The deeper meaning of the talent is not money, but their talents. The definition of talent could also be: “a special natural ability or aptitude; a capacity for achievement or success.” A talent would be an ability to accomplish something. A talent might be the ability to speak to others without being nervous. A talent might be the ability to sing or play piano or at least the capacity to learn those things. A talent might be the ability to work with numbers and figure out a budget. A talent could be the ability to build a building or cook a meal, or sew a garment, or tend to a wounded animal or raise a crop or comfort an ailing friend.

Jesus was letting his disciples know what he expected of them while he was gone. See according to the scholars who have tried to interpret this parable, Jesus is the master and his disciples are the servants, and their talent is their gifts and capacities and abilities to accomplish tasks. But who are those disciples today? Does this parable just hang out in chapter 25 of Matthew as a historical fact, or is it a living breathing story for us today?
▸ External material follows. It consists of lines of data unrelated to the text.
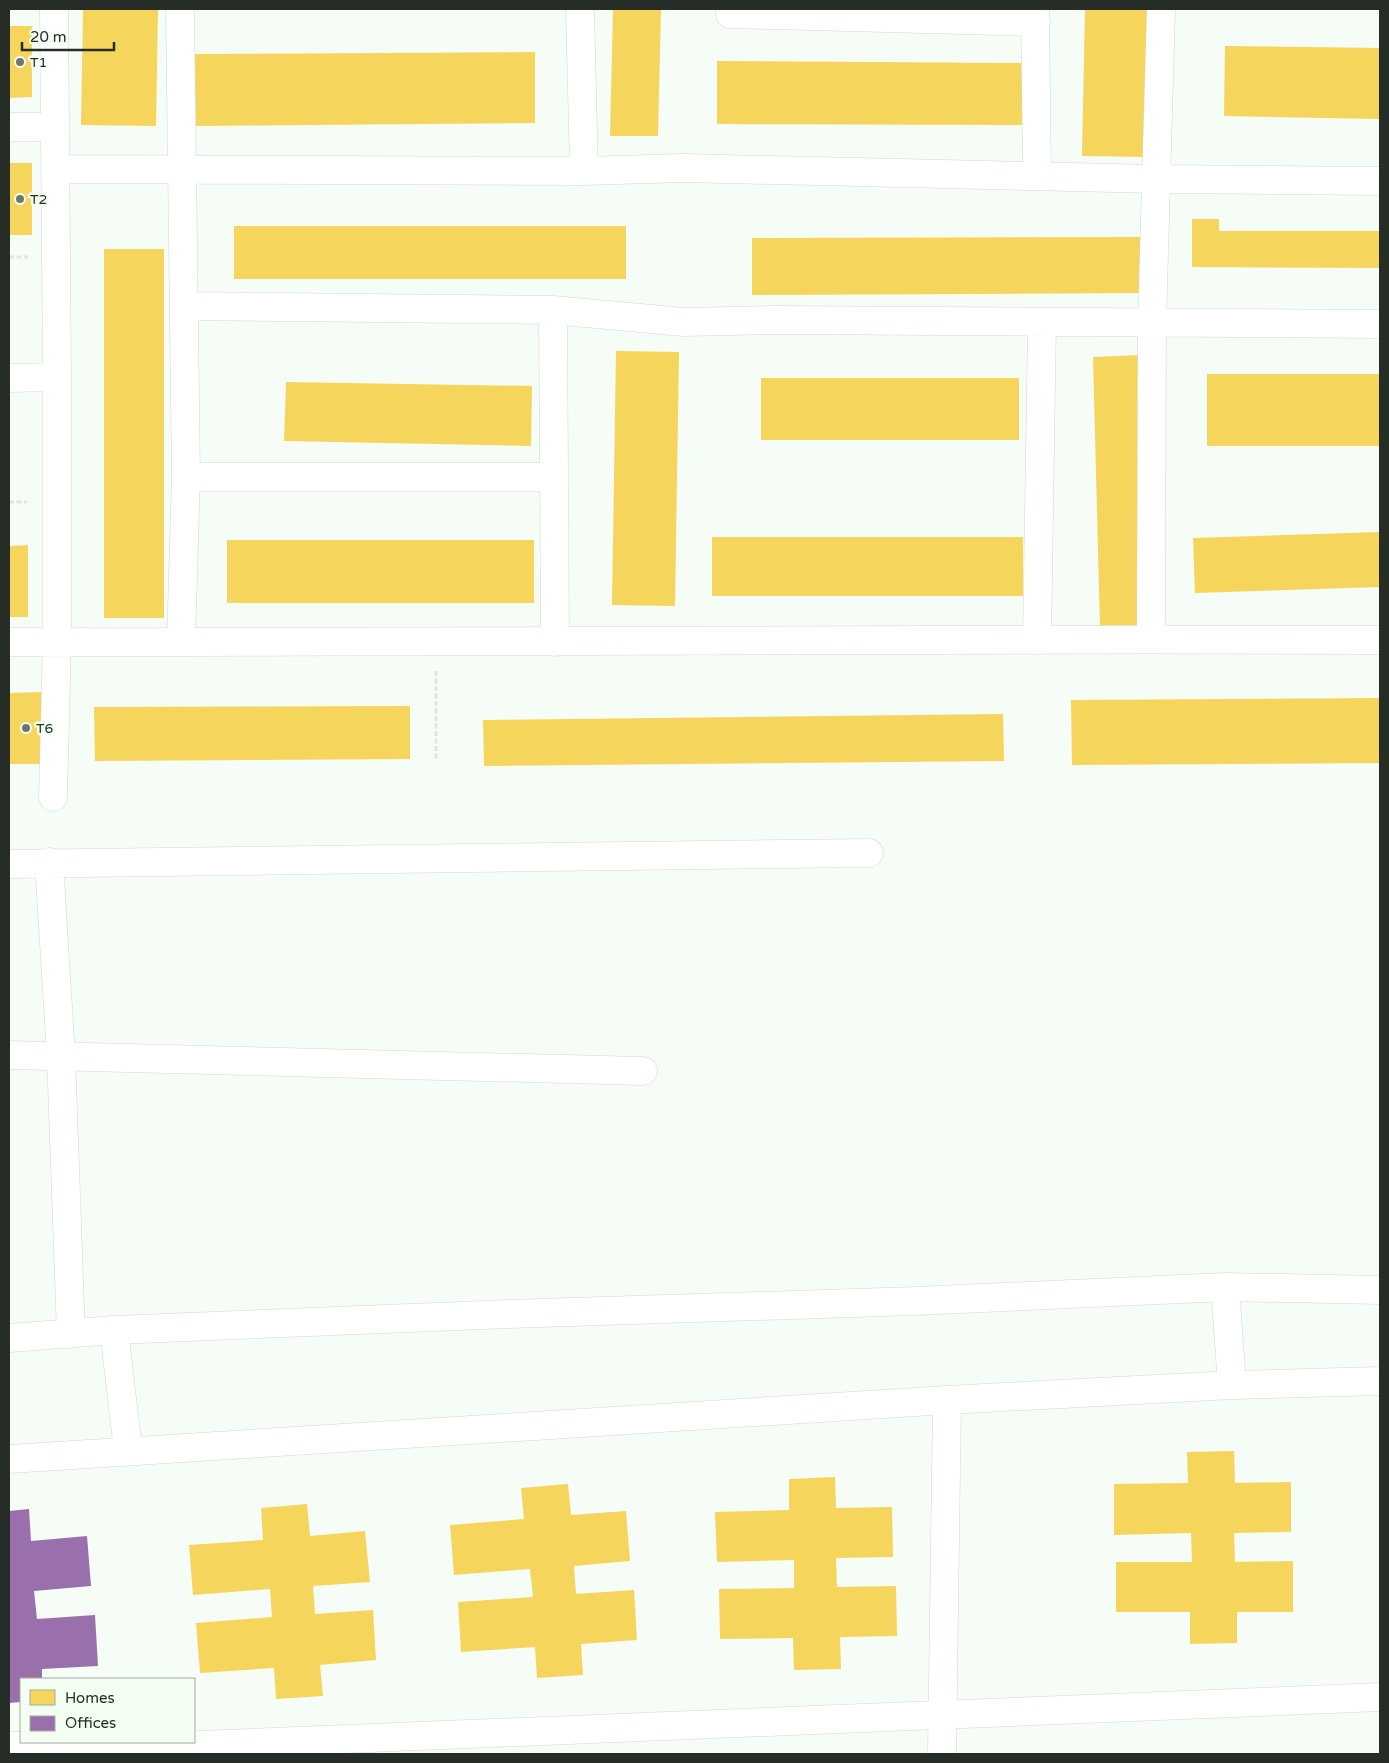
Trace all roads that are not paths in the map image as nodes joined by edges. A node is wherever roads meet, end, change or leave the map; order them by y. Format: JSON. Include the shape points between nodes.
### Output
{"nodes":[{"id":1,"x":54,"y":9,"type":"edge"},
{"id":2,"x":180,"y":9,"type":"edge"},
{"id":3,"x":580,"y":9,"type":"edge"},
{"id":4,"x":1161,"y":9,"type":"edge"},
{"id":5,"x":730,"y":14,"type":"dead end"},
{"id":6,"x":1035,"y":15,"type":"edge"},
{"id":7,"x":9,"y":127,"type":"edge"},
{"id":8,"x":55,"y":127,"type":"junction"},
{"id":9,"x":181,"y":168,"type":"junction"},
{"id":10,"x":55,"y":169,"type":"junction"},
{"id":11,"x":584,"y":171,"type":"junction"},
{"id":12,"x":1037,"y":176,"type":"junction"},
{"id":13,"x":1157,"y":179,"type":"junction"},
{"id":14,"x":1380,"y":181,"type":"edge"},
{"id":15,"x":185,"y":306,"type":"junction"},
{"id":16,"x":553,"y":310,"type":"junction"},
{"id":17,"x":1042,"y":322,"type":"junction"},
{"id":18,"x":1152,"y":323,"type":"junction"},
{"id":19,"x":1380,"y":324,"type":"edge"},
{"id":20,"x":9,"y":378,"type":"edge"},
{"id":21,"x":57,"y":378,"type":"junction"},
{"id":22,"x":186,"y":477,"type":"junction"},
{"id":23,"x":554,"y":477,"type":"junction"},
{"id":24,"x":1151,"y":639,"type":"junction"},
{"id":25,"x":1037,"y":640,"type":"junction"},
{"id":26,"x":1380,"y":640,"type":"edge"},
{"id":27,"x":9,"y":642,"type":"edge"},
{"id":28,"x":57,"y":642,"type":"junction"},
{"id":29,"x":181,"y":642,"type":"junction"},
{"id":30,"x":555,"y":642,"type":"junction"},
{"id":31,"x":53,"y":797,"type":"dead end"},
{"id":32,"x":868,"y":853,"type":"dead end"},
{"id":33,"x":49,"y":862,"type":"junction"},
{"id":34,"x":9,"y":864,"type":"edge"},
{"id":35,"x":9,"y":1055,"type":"edge"},
{"id":36,"x":62,"y":1056,"type":"junction"},
{"id":37,"x":644,"y":1071,"type":"dead end"},
{"id":38,"x":1225,"y":1287,"type":"junction"},
{"id":39,"x":1380,"y":1290,"type":"edge"},
{"id":40,"x":114,"y":1330,"type":"junction"},
{"id":41,"x":71,"y":1334,"type":"junction"},
{"id":42,"x":9,"y":1338,"type":"edge"},
{"id":43,"x":1380,"y":1381,"type":"edge"},
{"id":44,"x":1232,"y":1385,"type":"junction"},
{"id":45,"x":948,"y":1400,"type":"junction"},
{"id":46,"x":128,"y":1450,"type":"junction"},
{"id":47,"x":9,"y":1459,"type":"edge"},
{"id":48,"x":1380,"y":1697,"type":"edge"},
{"id":49,"x":943,"y":1714,"type":"junction"},
{"id":50,"x":9,"y":1746,"type":"edge"},
{"id":51,"x":199,"y":1750,"type":"edge"},
{"id":52,"x":942,"y":1754,"type":"edge"}],
"edges":[{"from":1,"to":8,"type":"street"},
{"from":2,"to":9,"type":"street"},
{"from":3,"to":11,"type":"street"},
{"from":4,"to":13,"type":"street"},
{"from":5,"to":6,"type":"street"},
{"from":6,"to":12,"type":"street"},
{"from":7,"to":8,"type":"street"},
{"from":8,"to":10,"type":"street"},
{"from":9,"to":10,"type":"street"},
{"from":9,"to":11,"type":"street"},
{"from":9,"to":15,"type":"street"},
{"from":10,"to":21,"type":"street"},
{"from":11,"to":12,"type":"street","via":[[683,168]]},
{"from":12,"to":13,"type":"street"},
{"from":13,"to":14,"type":"street"},
{"from":13,"to":18,"type":"street"},
{"from":15,"to":16,"type":"street"},
{"from":15,"to":22,"type":"street"},
{"from":16,"to":17,"type":"street","via":[[684,322]]},
{"from":16,"to":23,"type":"street"},
{"from":17,"to":18,"type":"street"},
{"from":17,"to":25,"type":"street"},
{"from":18,"to":19,"type":"street"},
{"from":18,"to":24,"type":"street"},
{"from":20,"to":21,"type":"street"},
{"from":21,"to":28,"type":"street"},
{"from":22,"to":23,"type":"street"},
{"from":22,"to":29,"type":"street"},
{"from":23,"to":30,"type":"street"},
{"from":24,"to":25,"type":"street"},
{"from":24,"to":26,"type":"street"},
{"from":25,"to":30,"type":"street"},
{"from":27,"to":28,"type":"street"},
{"from":28,"to":29,"type":"street"},
{"from":28,"to":31,"type":"street"},
{"from":29,"to":30,"type":"street"},
{"from":32,"to":33,"type":"street"},
{"from":33,"to":34,"type":"street"},
{"from":33,"to":36,"type":"street"},
{"from":35,"to":36,"type":"street"},
{"from":36,"to":37,"type":"street"},
{"from":36,"to":41,"type":"street"},
{"from":38,"to":39,"type":"street"},
{"from":38,"to":40,"type":"street"},
{"from":38,"to":44,"type":"street"},
{"from":40,"to":41,"type":"street"},
{"from":40,"to":46,"type":"street"},
{"from":41,"to":42,"type":"street"},
{"from":43,"to":44,"type":"street"},
{"from":44,"to":45,"type":"street"},
{"from":45,"to":46,"type":"street"},
{"from":45,"to":49,"type":"street"},
{"from":46,"to":47,"type":"street"},
{"from":48,"to":49,"type":"street"},
{"from":49,"to":51,"type":"street"},
{"from":49,"to":52,"type":"street"},
{"from":50,"to":51,"type":"street"}]}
What if Jesus is the master and we are the servants. What if today, we take the place of the disciples? Where does that leave us? Are we the servant with the 5 talents, the 2 talents or the 1 talent? Perhaps individually we can feel somewhat secure in knowing that we have all been using our individual talents to keep things going. We are so small here that after all it takes each and every one of us doing our best to keep things going. Really no one is sitting in the pew that isn’t pulling their weight. From holding offices to moving benches to serving at funerals to contributing musically or financially to lighting candles or transporting others to church, we are all doing something. But…

What if today the servants are the churches collectively? In the end Jesus says to those who have, more will be given. But from those who have nothing, even what they have will be taken. This is scary stuff. Where do we fit in that scheme of things? As a whole church, as the whole body of disciples, have we as a church invested and doubled our talent enough that when the master returns, as we read about in I Thessalonians, we will be commended as a good and faithful servant? Or will we be cast out for hiding our talent, the one little talent given to us.

Will we be seen as a voice of Jesus speaking out in the wilderness of today’s society, or will we be accused of keeping that talent (that knowledge of who and what Jesus is to us personally) hidden away in our own private corner of the community. These last three parables that we have been discussing over the past three weeks have been about faithfulness, preparedness and today’s is about risk. Are we willing to risk the safety and security we feel inside these doors to speak out to others?

Transportation may be far more advanced today than it was in the days of Jesus when he and the disciples either walked or rode on donkey to get from place to place, but I am not so sure that we have advanced much in terms of our willingness to share. We need to think about what we do as an individual and as a church to further the gospel of Jesus Christ. What words do we want to hear when the master returns. Hopefully it is “Well done, good and faithful servant.” Amen!

2 Comments (+add yours?)

  1. christinelaennec
    Nov 17, 2014 @ 11:29:14

    I enjoyed this. So often it seems to me that we are so focused on money that, if we don’t have extra money to give, we think we have nothing to give. Whereas time and talent are also tremendous potential gifts to others.